In fact, when it lays just right, she has about eleven hairs that can hang down as low as her eyes.  As the resident baby-washer, I’ve recently had to add the blow dryer to the bedtime routine.  Rather than just giving her the quick towel head scruffle like I used to, now we head to the bathroom and do a little warm blowdrying and combing before bed.

Babe-O seems to prefer it to getting brushed with wet hair in her bedroom, so it is a nice little addition to our bedtime routine.

She shakes her head back and forth to bask in the warm air and I use one of her mom’s brushes to get all of her hair pointed in a similar direction. 

In the past, I was pretty hit and miss with the hair style and she would occasionally end up going to bed with a little baby combover.  My success rate is improving now that the hair dryer is involved. 

What’s next?  Who knows.  I might even start combing my own hair one of these days.

 

Sunday, November 1, 2009

Confused in the dark. Again.

Here's an excerpt from my old pregnancy blog, Who are you (and what are you doing in my wife)?. This comes out of a post about the day we brought the pack'n'play home.

...a few hours later, I woke up (as usual) to one of three dogs scratching to go outside in the middle of the night, which (as usual) I sleepily obliged. While the dogs went out to do their thing, I puttered around the living room until the pack'n'play caught my eye. In my late night stupor, I had forgotten all about the thing and it was very disorienting to come face to face with it. My 2 a.m. amnesia kept me from remembering where it had come from and I wasn't entirely sure whether or not we had at some point come home from the hospital with Ava and that she was now lying inside of this strange thing. A few seconds later – less disoriented – I had my bearings and remembered what was going on.
But even then, there was the pack'n'play – a big plastic shrine to the baby gods – resting there in the moonlight.

Like the first time I really noticed BabyCar's protruding belly or felt Ava kick, it was one of those baby reality checks. She's coming. And she'll go in the pack'n'play.

Well last night, I was up with Babe-O at about three in the morning (give or take, thanks to daylight savings time). We were taking our usual comforting walk around downstairs and I almost stumbled over something in the middle of the living room.

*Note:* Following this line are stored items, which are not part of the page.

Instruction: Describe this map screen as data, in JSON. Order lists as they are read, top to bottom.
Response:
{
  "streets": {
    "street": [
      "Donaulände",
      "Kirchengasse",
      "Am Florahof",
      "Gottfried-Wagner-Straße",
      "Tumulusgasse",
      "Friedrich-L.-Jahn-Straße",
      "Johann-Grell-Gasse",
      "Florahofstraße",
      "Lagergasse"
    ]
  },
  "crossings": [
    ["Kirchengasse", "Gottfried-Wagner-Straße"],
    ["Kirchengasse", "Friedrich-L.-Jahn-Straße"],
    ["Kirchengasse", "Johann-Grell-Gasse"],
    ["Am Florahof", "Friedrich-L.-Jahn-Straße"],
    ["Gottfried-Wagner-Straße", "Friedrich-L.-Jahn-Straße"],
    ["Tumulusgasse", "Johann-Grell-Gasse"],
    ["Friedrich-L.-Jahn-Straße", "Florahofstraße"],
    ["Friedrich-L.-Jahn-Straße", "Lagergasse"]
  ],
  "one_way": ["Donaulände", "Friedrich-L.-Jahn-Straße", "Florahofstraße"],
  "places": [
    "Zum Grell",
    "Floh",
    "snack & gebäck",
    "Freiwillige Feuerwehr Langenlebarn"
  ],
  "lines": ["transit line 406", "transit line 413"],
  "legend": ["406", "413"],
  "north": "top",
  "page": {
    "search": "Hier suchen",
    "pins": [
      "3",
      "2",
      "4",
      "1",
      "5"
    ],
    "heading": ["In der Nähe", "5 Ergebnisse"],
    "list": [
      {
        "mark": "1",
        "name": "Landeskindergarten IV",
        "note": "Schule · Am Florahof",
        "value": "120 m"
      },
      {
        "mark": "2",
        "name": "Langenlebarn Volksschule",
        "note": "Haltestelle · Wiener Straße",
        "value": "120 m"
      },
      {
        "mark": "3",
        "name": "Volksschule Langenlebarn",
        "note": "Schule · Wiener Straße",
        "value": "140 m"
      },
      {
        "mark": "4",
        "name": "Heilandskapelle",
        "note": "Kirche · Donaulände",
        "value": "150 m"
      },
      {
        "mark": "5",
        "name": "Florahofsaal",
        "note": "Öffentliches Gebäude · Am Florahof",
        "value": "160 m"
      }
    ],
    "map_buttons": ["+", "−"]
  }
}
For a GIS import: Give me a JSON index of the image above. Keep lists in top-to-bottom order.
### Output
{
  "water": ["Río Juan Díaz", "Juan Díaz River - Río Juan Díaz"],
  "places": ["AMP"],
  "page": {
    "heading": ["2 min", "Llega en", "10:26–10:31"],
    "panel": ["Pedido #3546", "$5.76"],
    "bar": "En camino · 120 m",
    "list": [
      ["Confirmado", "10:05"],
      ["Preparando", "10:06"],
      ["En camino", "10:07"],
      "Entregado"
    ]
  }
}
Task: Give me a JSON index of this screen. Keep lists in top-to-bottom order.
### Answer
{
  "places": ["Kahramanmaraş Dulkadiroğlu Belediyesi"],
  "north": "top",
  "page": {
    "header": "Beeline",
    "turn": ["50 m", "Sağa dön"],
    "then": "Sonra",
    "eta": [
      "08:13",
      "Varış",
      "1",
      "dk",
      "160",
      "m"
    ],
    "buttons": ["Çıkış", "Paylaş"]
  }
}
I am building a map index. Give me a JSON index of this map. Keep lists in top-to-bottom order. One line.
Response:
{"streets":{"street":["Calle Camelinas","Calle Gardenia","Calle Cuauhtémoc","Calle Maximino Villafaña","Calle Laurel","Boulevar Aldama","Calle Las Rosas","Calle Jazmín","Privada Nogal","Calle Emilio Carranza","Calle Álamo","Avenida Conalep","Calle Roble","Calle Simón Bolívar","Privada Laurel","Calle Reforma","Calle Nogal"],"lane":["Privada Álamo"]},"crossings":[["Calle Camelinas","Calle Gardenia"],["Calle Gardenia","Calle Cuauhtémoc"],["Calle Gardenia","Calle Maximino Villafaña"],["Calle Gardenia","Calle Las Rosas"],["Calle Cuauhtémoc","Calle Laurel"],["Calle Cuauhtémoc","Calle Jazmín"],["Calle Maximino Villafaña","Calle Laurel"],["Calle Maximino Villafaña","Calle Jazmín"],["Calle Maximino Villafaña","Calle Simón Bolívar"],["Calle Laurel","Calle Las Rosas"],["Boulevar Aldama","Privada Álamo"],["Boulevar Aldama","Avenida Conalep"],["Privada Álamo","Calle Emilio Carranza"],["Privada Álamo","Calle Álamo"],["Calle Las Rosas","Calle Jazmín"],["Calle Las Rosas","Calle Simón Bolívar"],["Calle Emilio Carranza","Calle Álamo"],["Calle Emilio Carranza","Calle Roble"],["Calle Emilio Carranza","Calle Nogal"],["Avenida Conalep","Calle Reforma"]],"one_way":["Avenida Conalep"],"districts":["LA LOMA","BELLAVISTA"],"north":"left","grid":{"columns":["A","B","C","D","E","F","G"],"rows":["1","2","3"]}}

It was about three feet high and maybe a foot wide, sort of like a tiny version of the obelisk from the 2001 movie or a recessionary Stonehenge. I really had no clue what the thing was and sort of paced around it in circles holding Babe-O trying to decide if I should be concerned.

Then it moved. Fast.

And screamed. Loud.

I almost woke Babe-O up as I stumbled back, thoroughly freaked out at what at that point I was convinced was a crafty dwarf that had Trojan-horsed his way into the house disguised as a UPS package or something. Thankfully that line of thinking went full circle in about a second and a half and my brain finally caught up to what was happening. The strange container was the pack'n'play, which we had just packed up to put in storage.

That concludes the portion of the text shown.